# [Problem requirements]
Your task is to count the lines of the records that contain "náměstí". Answer with the number and nothing else.

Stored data
• • • • • • •
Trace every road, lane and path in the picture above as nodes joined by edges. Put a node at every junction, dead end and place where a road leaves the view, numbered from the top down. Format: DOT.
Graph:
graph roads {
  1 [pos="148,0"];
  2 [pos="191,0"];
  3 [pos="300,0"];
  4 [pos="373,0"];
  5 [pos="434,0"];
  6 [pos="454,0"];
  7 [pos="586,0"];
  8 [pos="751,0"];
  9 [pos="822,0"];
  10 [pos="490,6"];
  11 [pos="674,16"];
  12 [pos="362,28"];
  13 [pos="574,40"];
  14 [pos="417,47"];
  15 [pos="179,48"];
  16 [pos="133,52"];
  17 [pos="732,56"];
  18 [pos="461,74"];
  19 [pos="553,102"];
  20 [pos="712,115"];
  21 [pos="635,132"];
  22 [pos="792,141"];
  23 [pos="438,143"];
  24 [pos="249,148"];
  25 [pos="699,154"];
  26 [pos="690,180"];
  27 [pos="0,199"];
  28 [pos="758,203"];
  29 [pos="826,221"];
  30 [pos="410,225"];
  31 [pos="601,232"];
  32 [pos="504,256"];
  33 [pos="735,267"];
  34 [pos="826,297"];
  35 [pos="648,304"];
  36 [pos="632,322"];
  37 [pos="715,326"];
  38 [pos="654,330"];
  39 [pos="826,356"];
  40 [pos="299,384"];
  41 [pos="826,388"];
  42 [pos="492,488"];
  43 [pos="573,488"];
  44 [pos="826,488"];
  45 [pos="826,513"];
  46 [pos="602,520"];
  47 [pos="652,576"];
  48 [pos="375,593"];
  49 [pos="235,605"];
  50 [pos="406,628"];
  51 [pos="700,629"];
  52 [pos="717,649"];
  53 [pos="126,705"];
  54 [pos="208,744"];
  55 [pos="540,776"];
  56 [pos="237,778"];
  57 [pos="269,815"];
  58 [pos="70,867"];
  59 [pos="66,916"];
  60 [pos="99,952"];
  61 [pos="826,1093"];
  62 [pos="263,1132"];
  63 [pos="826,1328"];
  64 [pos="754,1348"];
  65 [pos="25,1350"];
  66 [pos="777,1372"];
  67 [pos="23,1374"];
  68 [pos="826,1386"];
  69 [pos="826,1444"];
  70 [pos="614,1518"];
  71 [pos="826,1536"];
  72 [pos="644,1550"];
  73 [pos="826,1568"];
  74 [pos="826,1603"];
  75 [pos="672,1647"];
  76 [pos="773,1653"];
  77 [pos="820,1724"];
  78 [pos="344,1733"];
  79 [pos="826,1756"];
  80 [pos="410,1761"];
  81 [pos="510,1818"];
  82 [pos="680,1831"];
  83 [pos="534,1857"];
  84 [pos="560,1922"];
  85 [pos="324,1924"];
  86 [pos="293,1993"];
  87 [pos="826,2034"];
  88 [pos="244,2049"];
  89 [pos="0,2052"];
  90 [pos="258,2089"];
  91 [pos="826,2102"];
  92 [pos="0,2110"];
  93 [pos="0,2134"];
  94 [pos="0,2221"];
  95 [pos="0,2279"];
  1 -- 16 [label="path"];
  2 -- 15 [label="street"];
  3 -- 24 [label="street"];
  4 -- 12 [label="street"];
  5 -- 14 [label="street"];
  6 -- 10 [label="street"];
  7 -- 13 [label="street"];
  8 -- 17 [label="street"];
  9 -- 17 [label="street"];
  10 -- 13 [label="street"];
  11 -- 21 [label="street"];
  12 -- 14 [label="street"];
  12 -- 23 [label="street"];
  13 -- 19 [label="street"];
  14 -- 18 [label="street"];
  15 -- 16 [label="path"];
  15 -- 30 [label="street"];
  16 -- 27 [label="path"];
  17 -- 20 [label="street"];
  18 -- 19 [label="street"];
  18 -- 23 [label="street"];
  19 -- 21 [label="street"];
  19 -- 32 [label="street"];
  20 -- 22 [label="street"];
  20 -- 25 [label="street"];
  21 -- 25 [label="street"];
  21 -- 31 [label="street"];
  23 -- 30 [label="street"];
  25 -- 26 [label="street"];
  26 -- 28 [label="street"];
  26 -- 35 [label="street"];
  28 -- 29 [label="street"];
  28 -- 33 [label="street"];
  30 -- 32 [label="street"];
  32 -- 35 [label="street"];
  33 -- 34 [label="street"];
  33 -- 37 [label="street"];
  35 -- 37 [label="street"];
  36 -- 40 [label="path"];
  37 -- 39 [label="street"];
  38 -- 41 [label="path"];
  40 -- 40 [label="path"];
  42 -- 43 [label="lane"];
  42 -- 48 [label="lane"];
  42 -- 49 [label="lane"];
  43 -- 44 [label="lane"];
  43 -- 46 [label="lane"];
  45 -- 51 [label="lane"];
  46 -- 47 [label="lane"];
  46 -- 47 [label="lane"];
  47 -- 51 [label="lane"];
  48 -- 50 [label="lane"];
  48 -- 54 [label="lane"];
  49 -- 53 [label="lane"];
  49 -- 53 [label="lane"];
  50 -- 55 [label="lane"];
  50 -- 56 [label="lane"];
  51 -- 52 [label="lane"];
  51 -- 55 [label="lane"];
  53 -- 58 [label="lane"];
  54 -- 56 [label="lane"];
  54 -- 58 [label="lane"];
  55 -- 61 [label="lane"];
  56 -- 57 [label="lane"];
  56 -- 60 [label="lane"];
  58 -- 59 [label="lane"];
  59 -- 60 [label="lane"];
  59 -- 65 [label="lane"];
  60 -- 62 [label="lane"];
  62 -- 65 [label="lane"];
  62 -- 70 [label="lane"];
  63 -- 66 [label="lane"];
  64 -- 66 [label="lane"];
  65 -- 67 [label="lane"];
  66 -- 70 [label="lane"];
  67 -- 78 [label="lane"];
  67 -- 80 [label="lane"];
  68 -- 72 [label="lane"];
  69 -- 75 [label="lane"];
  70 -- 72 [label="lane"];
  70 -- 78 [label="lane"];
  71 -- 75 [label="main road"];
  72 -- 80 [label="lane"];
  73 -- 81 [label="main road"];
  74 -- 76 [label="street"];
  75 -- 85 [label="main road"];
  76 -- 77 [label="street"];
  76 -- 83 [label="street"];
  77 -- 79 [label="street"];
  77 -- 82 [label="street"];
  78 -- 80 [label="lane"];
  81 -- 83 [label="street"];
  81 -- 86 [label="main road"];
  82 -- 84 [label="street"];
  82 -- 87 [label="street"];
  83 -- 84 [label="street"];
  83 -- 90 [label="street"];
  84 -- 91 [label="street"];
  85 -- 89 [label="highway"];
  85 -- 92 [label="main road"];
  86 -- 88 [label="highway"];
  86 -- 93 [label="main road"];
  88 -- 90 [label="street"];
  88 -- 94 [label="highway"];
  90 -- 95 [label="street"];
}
• • • • • • •
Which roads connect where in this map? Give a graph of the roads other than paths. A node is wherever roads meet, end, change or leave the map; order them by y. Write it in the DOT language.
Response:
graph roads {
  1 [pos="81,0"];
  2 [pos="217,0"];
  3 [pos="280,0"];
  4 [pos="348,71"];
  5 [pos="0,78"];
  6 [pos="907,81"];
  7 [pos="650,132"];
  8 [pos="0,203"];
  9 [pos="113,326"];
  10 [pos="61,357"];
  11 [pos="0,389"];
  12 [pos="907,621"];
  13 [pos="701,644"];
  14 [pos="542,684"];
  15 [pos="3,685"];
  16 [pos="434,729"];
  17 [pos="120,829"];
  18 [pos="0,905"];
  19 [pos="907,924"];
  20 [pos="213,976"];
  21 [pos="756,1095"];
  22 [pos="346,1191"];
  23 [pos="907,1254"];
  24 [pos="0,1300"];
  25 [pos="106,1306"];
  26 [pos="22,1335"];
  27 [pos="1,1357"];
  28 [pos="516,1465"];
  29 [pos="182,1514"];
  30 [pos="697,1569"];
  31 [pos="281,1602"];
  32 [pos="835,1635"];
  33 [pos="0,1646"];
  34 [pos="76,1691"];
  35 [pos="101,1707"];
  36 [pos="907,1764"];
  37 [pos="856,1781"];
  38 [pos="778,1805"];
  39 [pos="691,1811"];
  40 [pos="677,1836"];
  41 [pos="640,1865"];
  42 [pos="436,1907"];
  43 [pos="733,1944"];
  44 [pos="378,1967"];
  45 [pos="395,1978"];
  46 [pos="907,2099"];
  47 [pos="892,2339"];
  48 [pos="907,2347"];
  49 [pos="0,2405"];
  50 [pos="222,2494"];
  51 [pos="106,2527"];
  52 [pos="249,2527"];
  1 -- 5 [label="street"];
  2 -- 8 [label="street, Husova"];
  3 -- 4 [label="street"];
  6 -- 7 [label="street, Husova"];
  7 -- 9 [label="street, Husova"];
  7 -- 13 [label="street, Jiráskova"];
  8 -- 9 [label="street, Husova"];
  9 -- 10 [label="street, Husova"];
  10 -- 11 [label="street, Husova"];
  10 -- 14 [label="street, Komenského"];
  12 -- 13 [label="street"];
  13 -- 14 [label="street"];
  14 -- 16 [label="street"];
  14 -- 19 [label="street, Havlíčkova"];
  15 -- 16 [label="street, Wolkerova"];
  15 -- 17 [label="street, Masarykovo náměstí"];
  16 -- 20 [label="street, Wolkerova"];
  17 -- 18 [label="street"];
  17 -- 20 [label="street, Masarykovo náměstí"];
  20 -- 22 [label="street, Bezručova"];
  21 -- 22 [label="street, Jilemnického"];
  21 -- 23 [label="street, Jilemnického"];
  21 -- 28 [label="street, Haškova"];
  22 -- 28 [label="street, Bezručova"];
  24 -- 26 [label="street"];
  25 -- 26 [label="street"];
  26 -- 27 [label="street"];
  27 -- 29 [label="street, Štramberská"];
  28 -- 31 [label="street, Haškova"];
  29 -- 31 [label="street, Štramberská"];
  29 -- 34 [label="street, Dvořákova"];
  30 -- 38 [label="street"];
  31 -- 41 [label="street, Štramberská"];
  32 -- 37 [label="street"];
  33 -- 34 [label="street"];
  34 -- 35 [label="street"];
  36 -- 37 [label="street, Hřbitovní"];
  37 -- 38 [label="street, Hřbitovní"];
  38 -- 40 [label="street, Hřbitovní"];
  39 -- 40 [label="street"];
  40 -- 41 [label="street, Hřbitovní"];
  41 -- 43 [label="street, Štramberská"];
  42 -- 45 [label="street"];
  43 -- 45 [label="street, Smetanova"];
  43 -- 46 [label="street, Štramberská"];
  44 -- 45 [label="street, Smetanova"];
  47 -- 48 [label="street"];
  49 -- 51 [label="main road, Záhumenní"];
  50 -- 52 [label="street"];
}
• • • • • • •
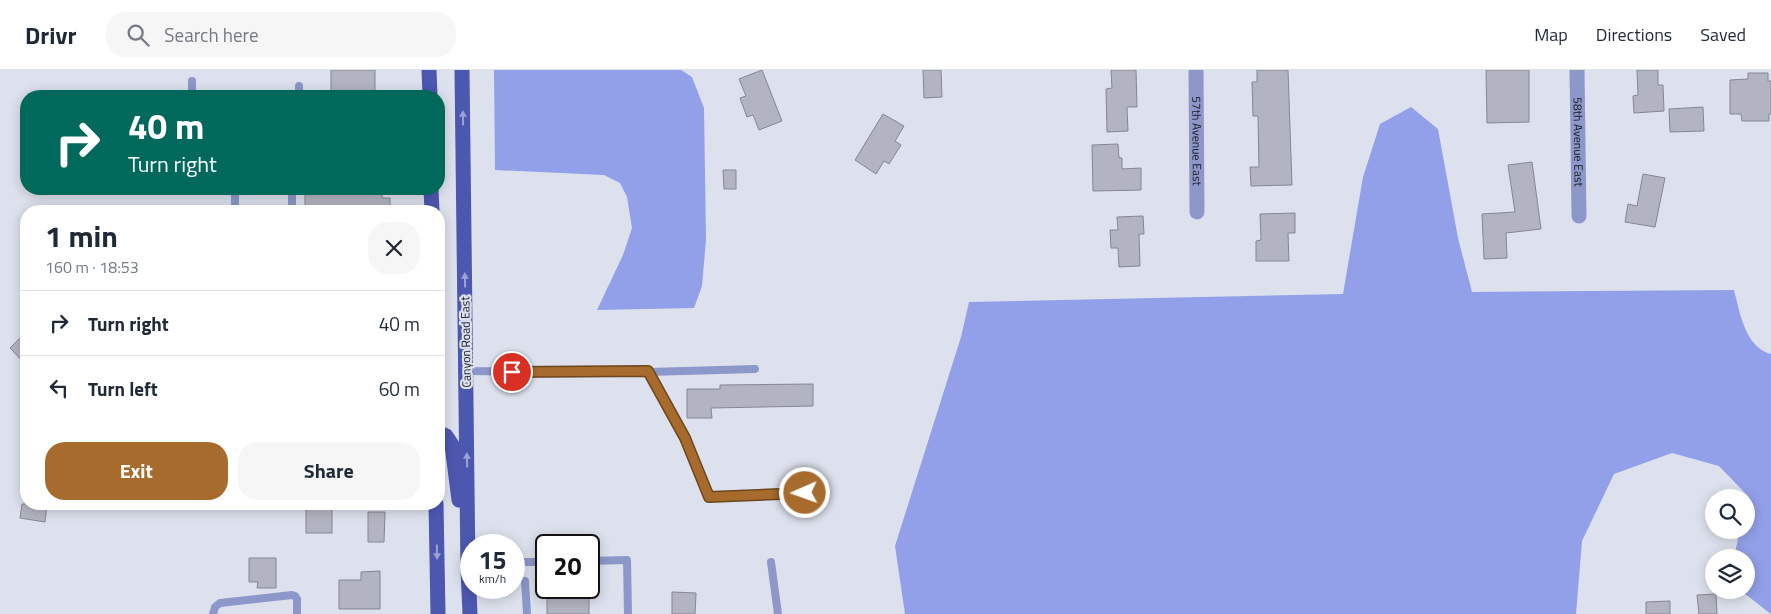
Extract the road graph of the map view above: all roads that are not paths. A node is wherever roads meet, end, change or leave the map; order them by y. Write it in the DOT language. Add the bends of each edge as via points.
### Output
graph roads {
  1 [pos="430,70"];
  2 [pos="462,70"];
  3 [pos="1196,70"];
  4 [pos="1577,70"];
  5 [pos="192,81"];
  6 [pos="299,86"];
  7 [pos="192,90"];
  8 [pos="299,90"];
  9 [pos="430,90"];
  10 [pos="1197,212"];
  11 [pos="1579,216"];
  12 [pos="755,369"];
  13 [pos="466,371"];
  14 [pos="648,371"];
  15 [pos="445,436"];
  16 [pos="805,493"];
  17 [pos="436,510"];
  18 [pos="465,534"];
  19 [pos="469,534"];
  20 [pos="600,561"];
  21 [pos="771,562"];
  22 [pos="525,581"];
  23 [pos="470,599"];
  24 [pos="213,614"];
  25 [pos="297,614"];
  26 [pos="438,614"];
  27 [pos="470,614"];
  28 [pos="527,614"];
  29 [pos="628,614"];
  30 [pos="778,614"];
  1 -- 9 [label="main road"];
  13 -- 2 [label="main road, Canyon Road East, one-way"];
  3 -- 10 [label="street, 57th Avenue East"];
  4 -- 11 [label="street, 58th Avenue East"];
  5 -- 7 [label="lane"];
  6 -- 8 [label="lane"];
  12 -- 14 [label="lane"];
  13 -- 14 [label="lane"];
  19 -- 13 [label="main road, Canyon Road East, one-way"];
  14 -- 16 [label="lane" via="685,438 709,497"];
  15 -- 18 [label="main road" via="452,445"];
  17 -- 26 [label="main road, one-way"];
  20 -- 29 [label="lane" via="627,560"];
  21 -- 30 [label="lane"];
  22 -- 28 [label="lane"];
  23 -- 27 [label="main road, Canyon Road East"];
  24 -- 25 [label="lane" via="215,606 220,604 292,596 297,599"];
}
• • • • • • •
# [Answer to the exercise]
2